Megan Mylan’s reaction when she was first approached by Smile Train to do a documentary on their work was less than enthusiastic. “I get that a lot; even my mother thinks I should do a documentary on her and her work,” quipped the U.S.-based filmmaker during a recent press conference in the city. “I usually come up with my own stories, and don’t do documentaries for organisations.”
But two things changed her mind: hearing from a nurse how a one-hour, Rs. 10,000 surgery could give a child with a cleft lip and palate — who was often an outcast in his community — a new lease of life, and a growing appreciation for the model on which the non-profit organisation worked.
“I just thought it was a really great story emotionally — to be with a child going through that change, to be along for the ride as a storyteller was appealing,” said Mylan.
The big find
But who was that child going to be? Of the thousands of children who undergo cleft surgeries at Smile Train camps every year, who would be the focus of her film? Field producer Nandini Rajwade set out on the search with a social worker, and returned with about 15 snapshots, including one of a five-year-old from Mirzapur called Pinki Sonkar.

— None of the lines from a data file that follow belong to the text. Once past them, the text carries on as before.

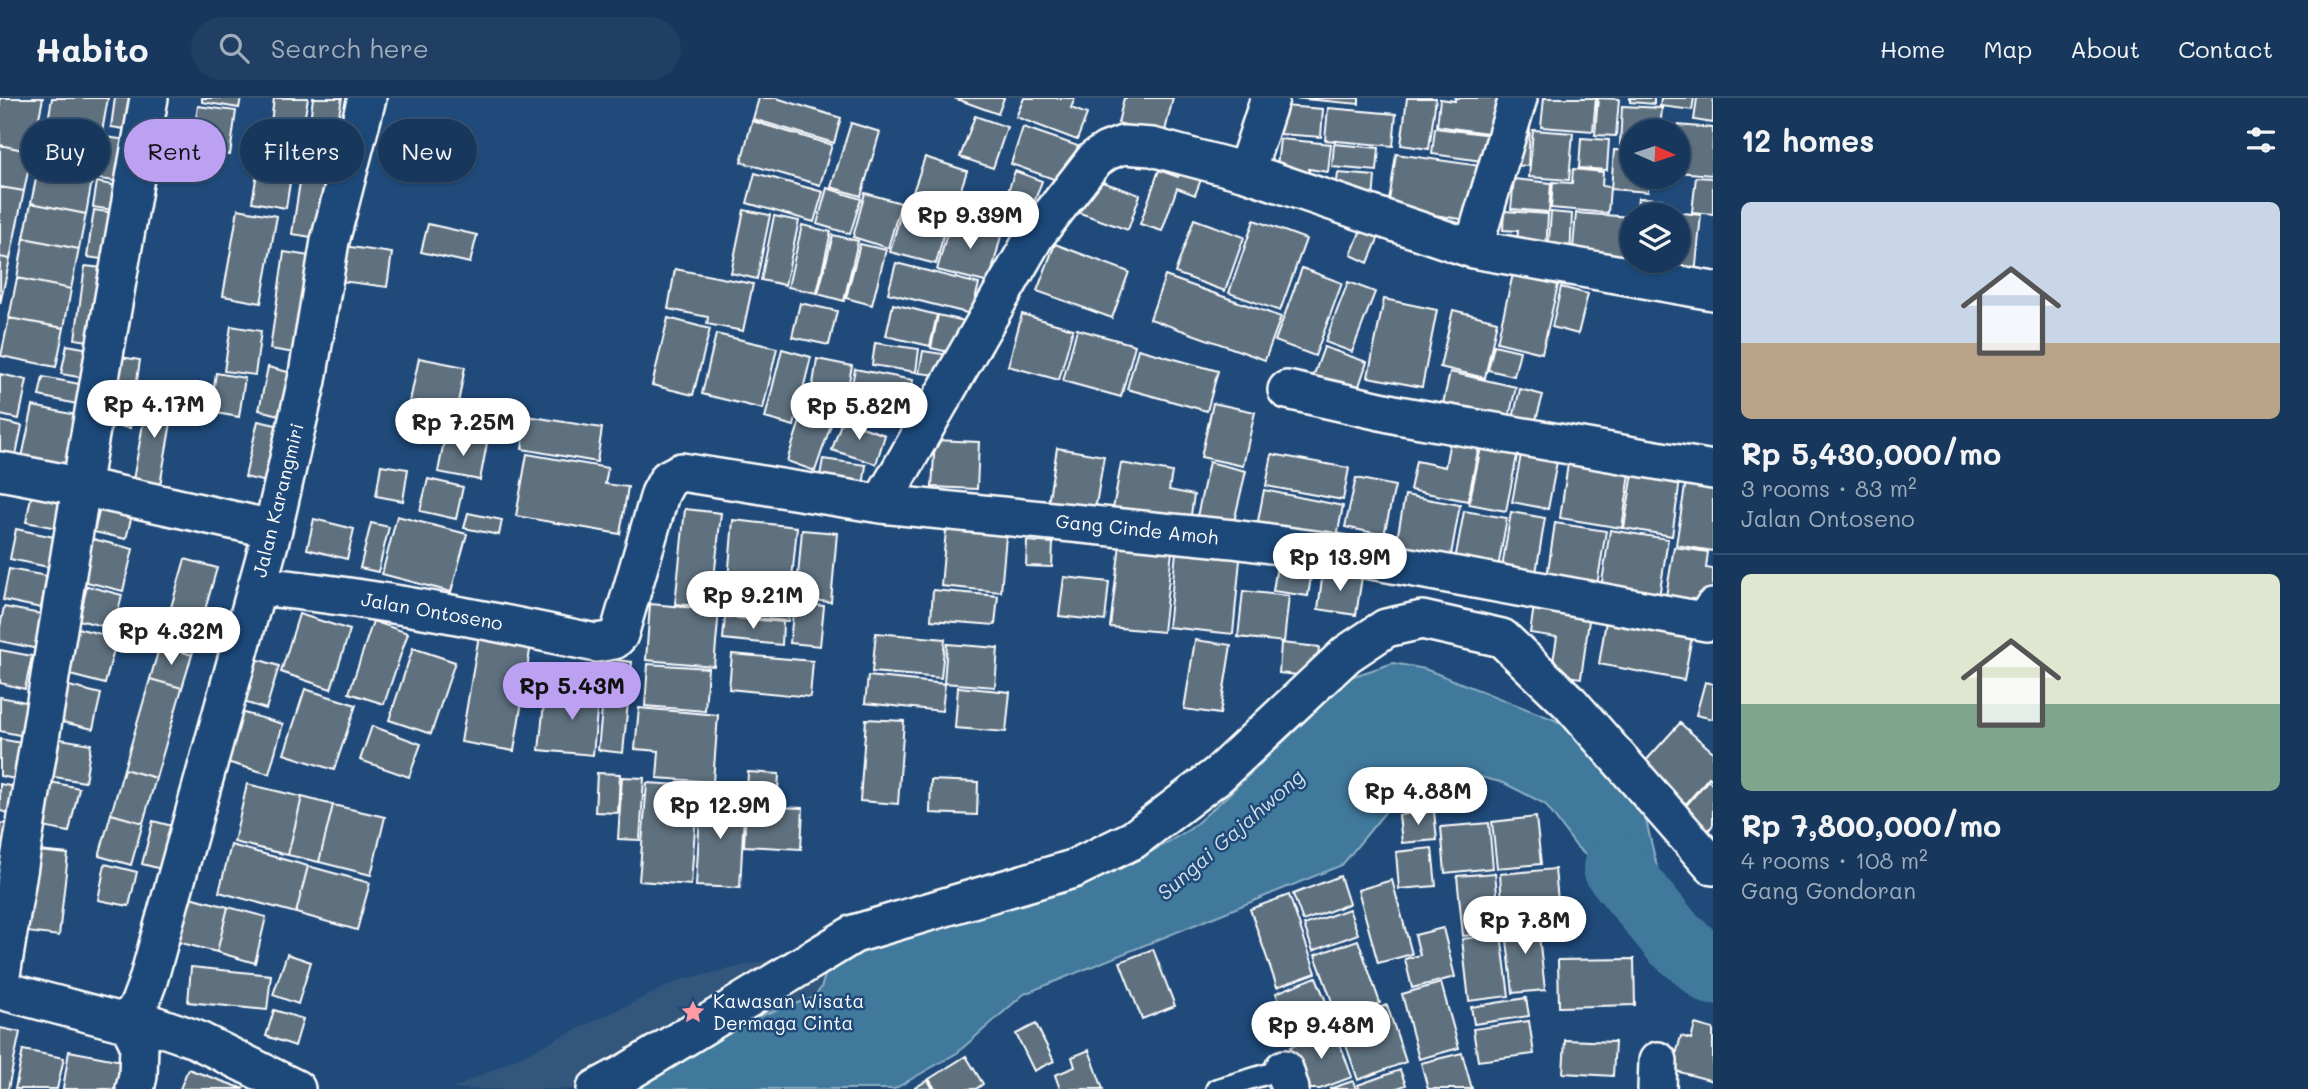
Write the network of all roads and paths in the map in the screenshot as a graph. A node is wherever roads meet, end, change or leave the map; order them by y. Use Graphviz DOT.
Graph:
graph roads {
  1 [pos="149,98"];
  2 [pos="366,98"];
  3 [pos="1270,98"];
  4 [pos="1518,98"];
  5 [pos="1246,172"];
  6 [pos="1473,249"];
  7 [pos="1713,291"];
  8 [pos="1287,390"];
  9 [pos="1713,470"];
  10 [pos="0,471"];
  11 [pos="81,486"];
  12 [pos="881,504"];
  13 [pos="273,529"];
  14 [pos="257,586"];
  15 [pos="1713,608"];
  16 [pos="1713,866"];
  17 [pos="0,981"];
  18 [pos="0,990"];
  19 [pos="128,1018"];
  20 [pos="1287,1079"];
  21 [pos="135,1089"];
  22 [pos="296,1089"];
  23 [pos="596,1089"];
  24 [pos="1216,1089"];
  1 -- 11 [label="street"];
  2 -- 13 [label="street, Jalan Karangmiri"];
  3 -- 5 [label="street"];
  4 -- 6 [label="street"];
  5 -- 6 [label="street"];
  5 -- 12 [label="street"];
  6 -- 7 [label="street"];
  8 -- 9 [label="street"];
  10 -- 11 [label="street"];
  11 -- 13 [label="street"];
  11 -- 17 [label="street"];
  12 -- 14 [label="street, Jalan Ontoseno"];
  12 -- 15 [label="street, Gang Cinde Amoh"];
  13 -- 14 [label="street, Jalan Karangmiri"];
  14 -- 19 [label="street, Jalan Karangmiri"];
  16 -- 23 [label="street"];
  18 -- 19 [label="street"];
  19 -- 21 [label="street"];
  19 -- 22 [label="street"];
  20 -- 24 [label="lane"];
}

“Finding Pinki was our biggest piece of luck,” said the critically-acclaimed director of documentaries such as “Lost Boys of Sudan”. “If you don’t have a strong character that people want to identify with, you don’t have a story. Pinki’s picture just jumped out at us; there was this special sparkle in her eye.”

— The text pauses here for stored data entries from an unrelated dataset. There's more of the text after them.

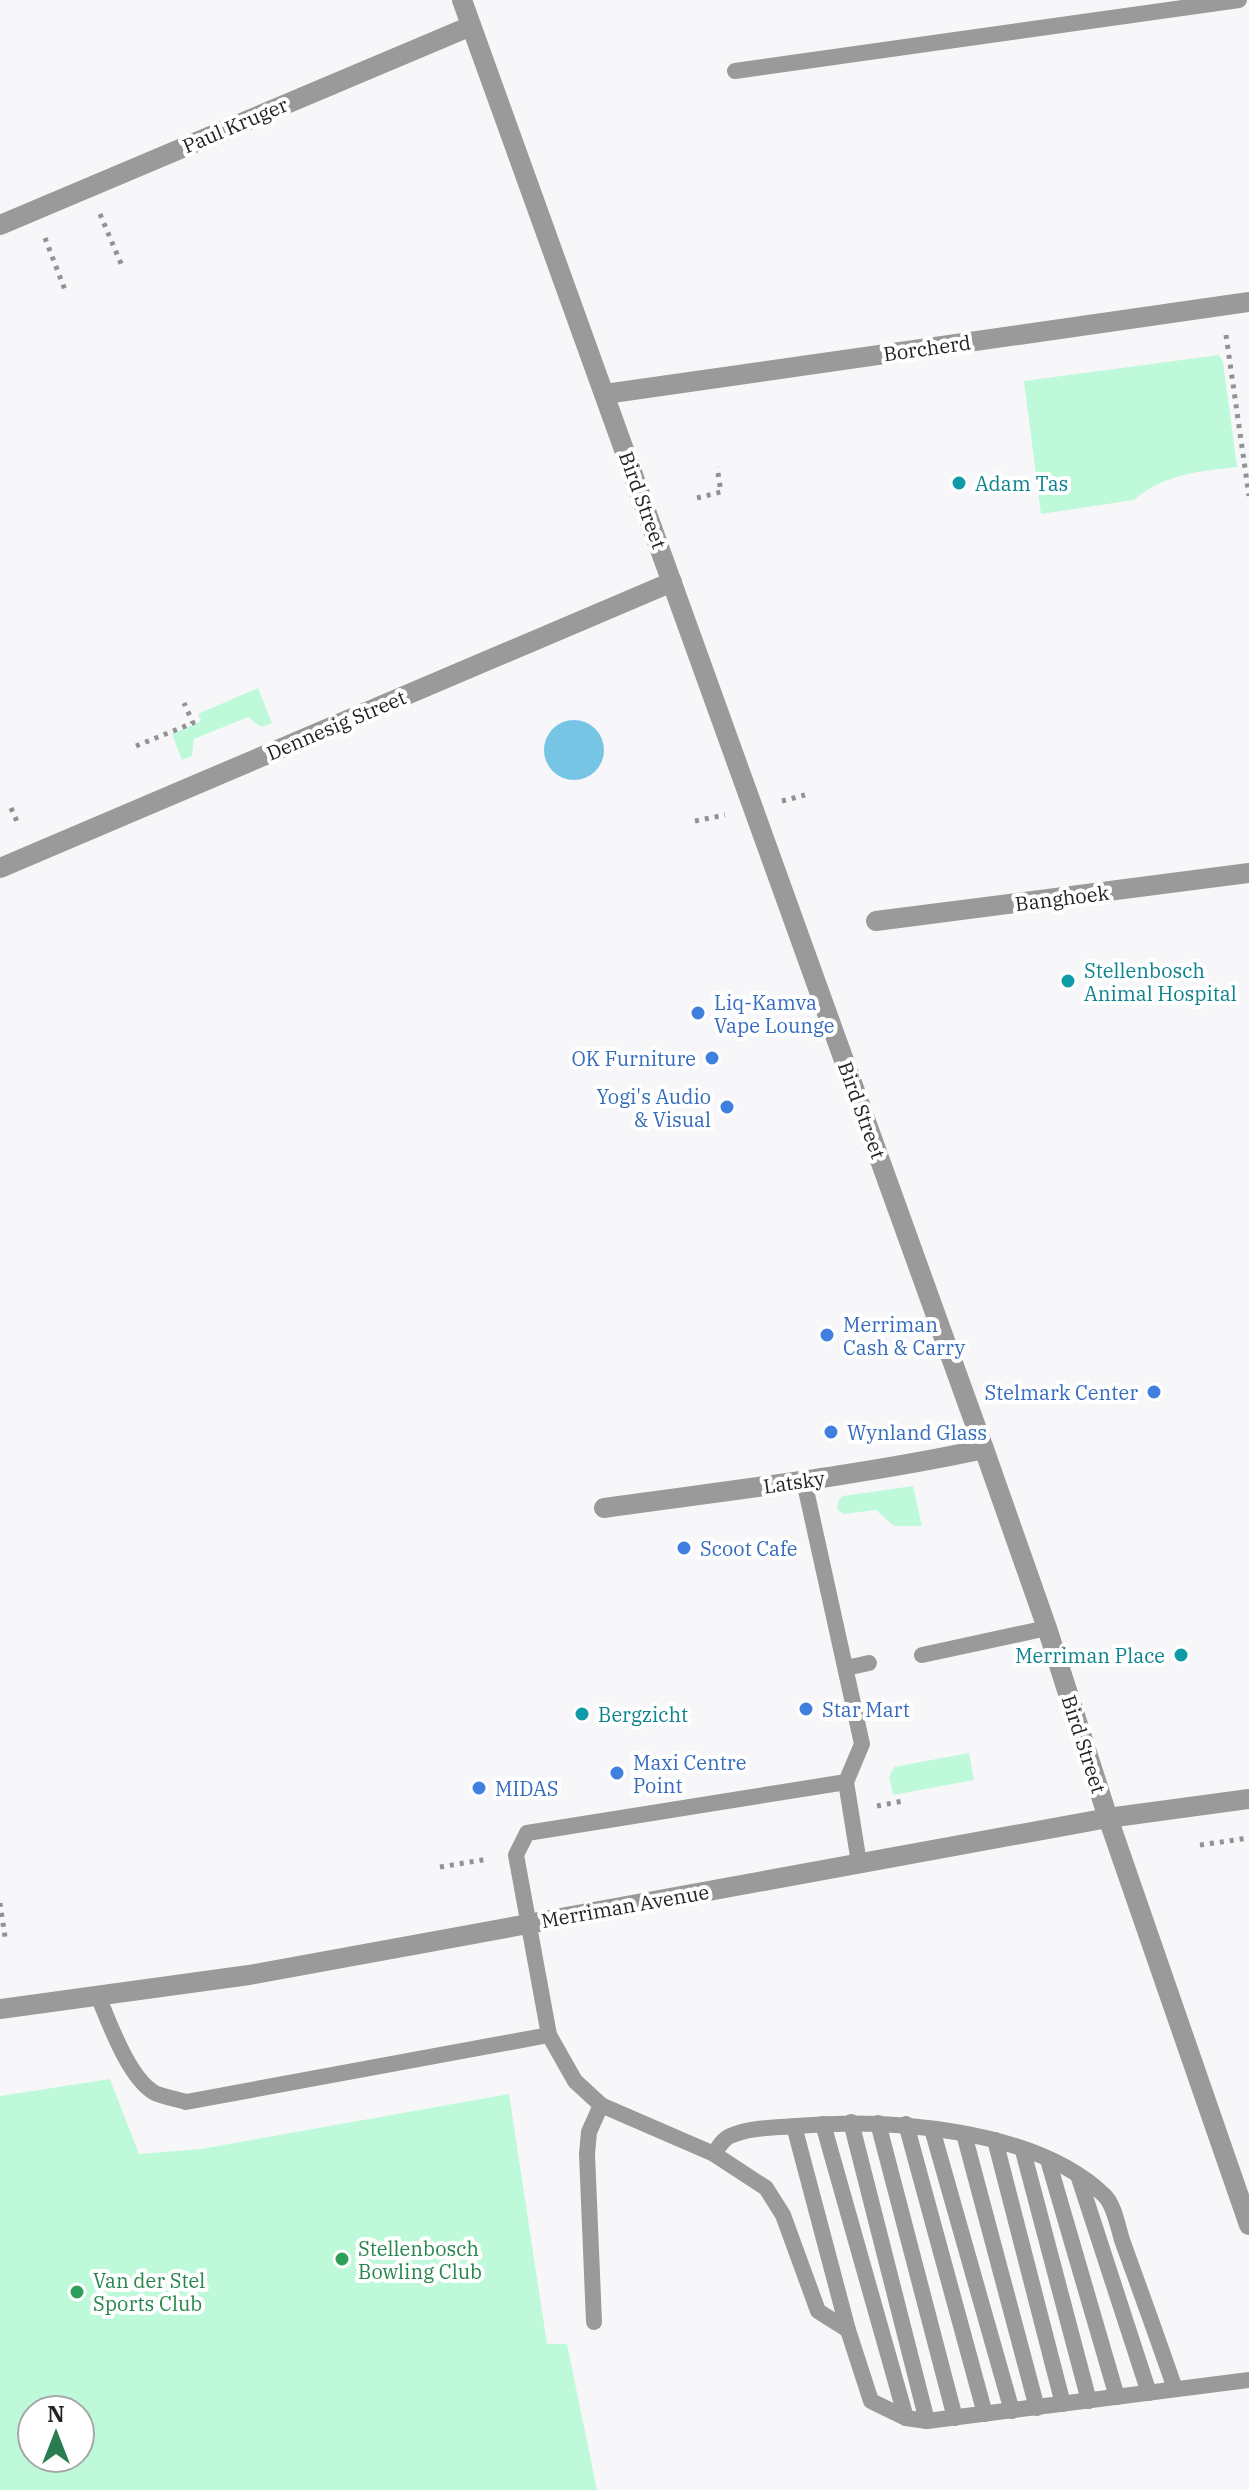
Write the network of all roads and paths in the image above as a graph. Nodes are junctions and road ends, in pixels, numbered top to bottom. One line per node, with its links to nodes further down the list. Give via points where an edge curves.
1 (462, 0): 4 (street, Bird Street)
2 (1239, 0): 3 (lane)
3 (1210, 2): 5 (lane)
4 (471, 26): 6 (street, Paul Kruger); 13 (street, Bird Street)
5 (735, 71)
6 (0, 225)
7 (109, 234): 9 (path)
8 (53, 257): 10 (path)
9 (122, 266)
10 (65, 290)
11 (1249, 302): 13 (street, Borcherd)
12 (1229, 353): 15 (path)
13 (605, 394): 18 (street, Bird Street)
14 (717, 467): 17 (path, via 721,492)
15 (1248, 482): 16 (path)
16 (1249, 496)
17 (697, 498)
18 (672, 582): 21 (street, Dennesig Street); 24 (street, Bird Street)
19 (184, 703): 20 (path, via 193,723)
20 (136, 746)
21 (0, 868)
22 (1249, 873): 23 (street, Banghoek)
23 (876, 921)
24 (984, 1449): 25 (street, Latsky); 27 (street, Bird Street)
25 (804, 1481): 26 (street, Latsky); 30 (lane)
26 (604, 1508)
27 (1047, 1628): 28 (lane); 33 (street, Bird Street)
28 (922, 1655)
29 (869, 1663): 30 (lane)
30 (846, 1668): 31 (lane, via 862,1744)
31 (846, 1782): 36 (lane, via 527,1833); 37 (lane)
32 (1249, 1799): 33 (street, Merriman Avenue)
33 (1108, 1818): 37 (street, Merriman Avenue); 58 (street, Bird Street)
34 (1249, 1838): 35 (path)
35 (1200, 1845)
36 (516, 1855): 38 (path); 40 (lane)
37 (859, 1863): 40 (street, Merriman Avenue)
38 (440, 1867)
39 (0, 1903): 41 (path)
40 (528, 1923): 42 (street, Merriman Avenue, via 249,1975); 44 (lane)
41 (5, 1937)
42 (98, 1996): 43 (street, Merriman Avenue); 44 (lane, via 132,2068 153,2092 186,2102)
43 (0, 2009)
44 (549, 2035): 45 (lane, via 575,2081)
45 (601, 2105): 55 (lane); 59 (lane, via 589,2132 587,2154)
46 (851, 2122): 47 (lane); 48 (lane); 72 (lane)
47 (878, 2123): 49 (lane); 71 (lane)
48 (823, 2124): 50 (lane); 70 (lane)
49 (906, 2124): 51 (lane); 69 (lane)
50 (794, 2126): 55 (lane, via 727,2137); 60 (lane)
51 (932, 2129): 52 (lane); 68 (lane)
52 (964, 2134): 53 (lane); 67 (lane)
53 (995, 2140): 54 (lane); 66 (lane)
54 (1023, 2151): 56 (lane); 65 (lane)
55 (714, 2154): 60 (lane, via 766,2188 783,2215 818,2311)
56 (1048, 2160): 57 (lane); 64 (lane)
57 (1078, 2175): 62 (lane, via 1107,2197); 63 (lane)
58 (1249, 2225)
59 (594, 2322)
60 (848, 2330): 70 (lane, via 871,2401)
61 (1249, 2380): 62 (lane)
62 (1175, 2389): 63 (lane)
63 (1149, 2393): 64 (lane)
64 (1117, 2397): 65 (lane)
65 (1089, 2401): 66 (lane)
66 (1063, 2404): 67 (lane)
67 (1037, 2408): 68 (lane)
68 (1012, 2411): 69 (lane)
69 (985, 2414): 71 (lane)
70 (906, 2418): 72 (lane)
71 (955, 2418): 72 (lane)
72 (927, 2421)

Watching the 39-minute Oscar-winning documentary, it’s easy to see what she means. “Smile Pinki” is anchored by natural, sensitive close-ups of the little girl, as her father gently ties her hair into ponytails before her surgery or as she takes in the chaotic scenes at the hospital.

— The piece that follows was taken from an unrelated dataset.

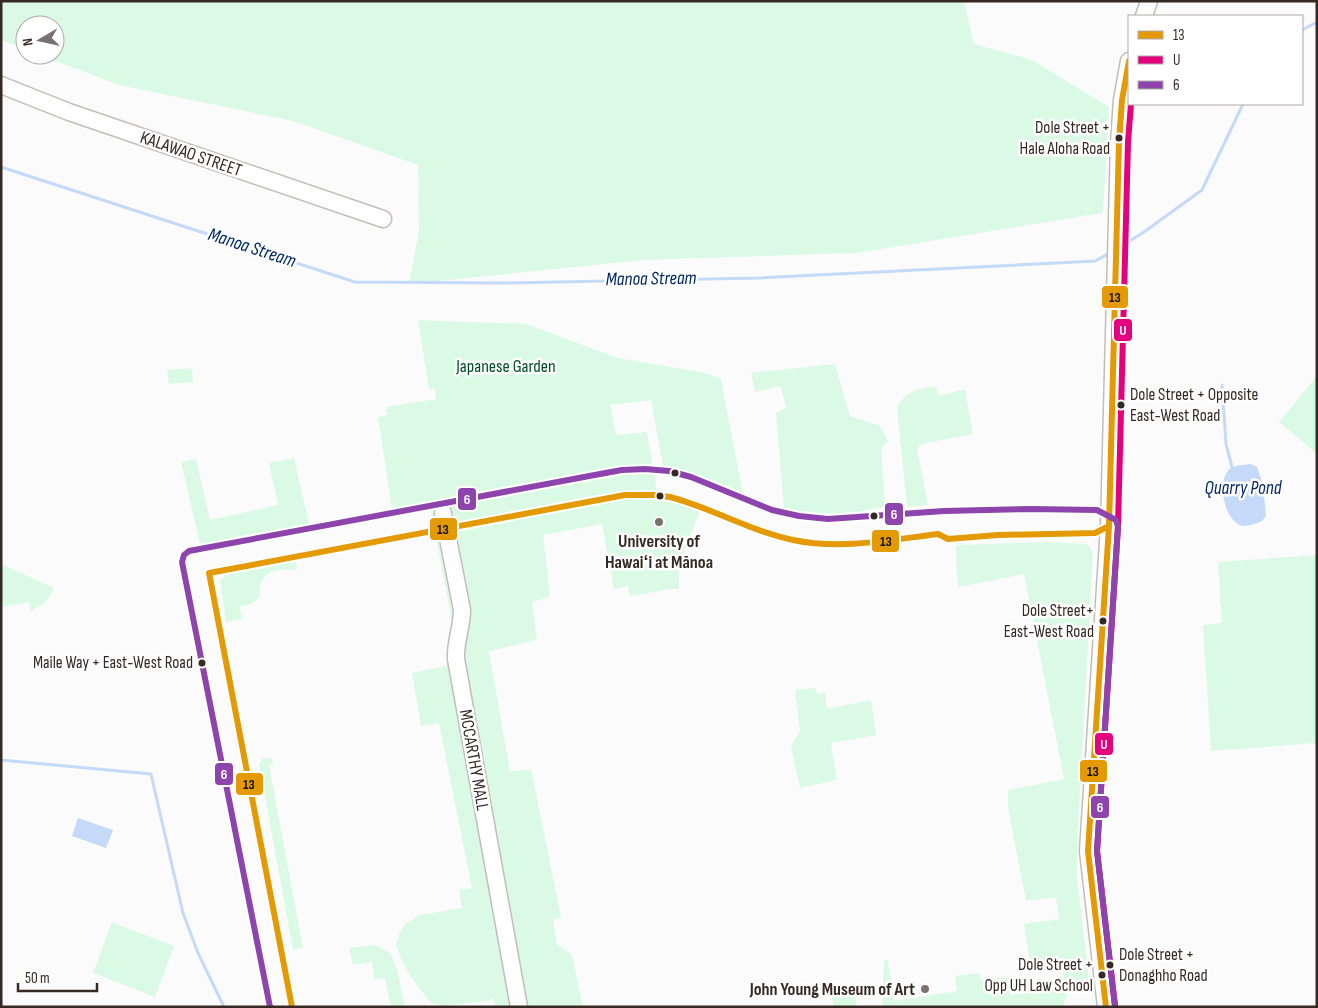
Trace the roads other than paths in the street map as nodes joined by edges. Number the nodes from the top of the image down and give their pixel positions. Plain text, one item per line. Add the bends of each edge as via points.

In general, the documentary’s greatest strength is the quiet way the stories of these children and their families have been captured, sidestepping the traps of sermonising or cloying sentimentality.
But that process wasn’t always easy, according to the director, particularly as she found herself becoming more and more impassioned about the cause during the course of the filming. “It’s difficult to not let that bog you down,” she commented. “You have to allow the natural storytelling process to unfold and not start bullet-pointing all the facts.”
Up next for the director is a documentary on another cause she feels strongly about — that of racial inequality in Brazil, where she lived before becoming a filmmaker. “It’s an issue that’s always interested me,” she said, referring to the nation’s history of African slave trade. “The national myth is that’s no racial tension in Brazil, but there is.”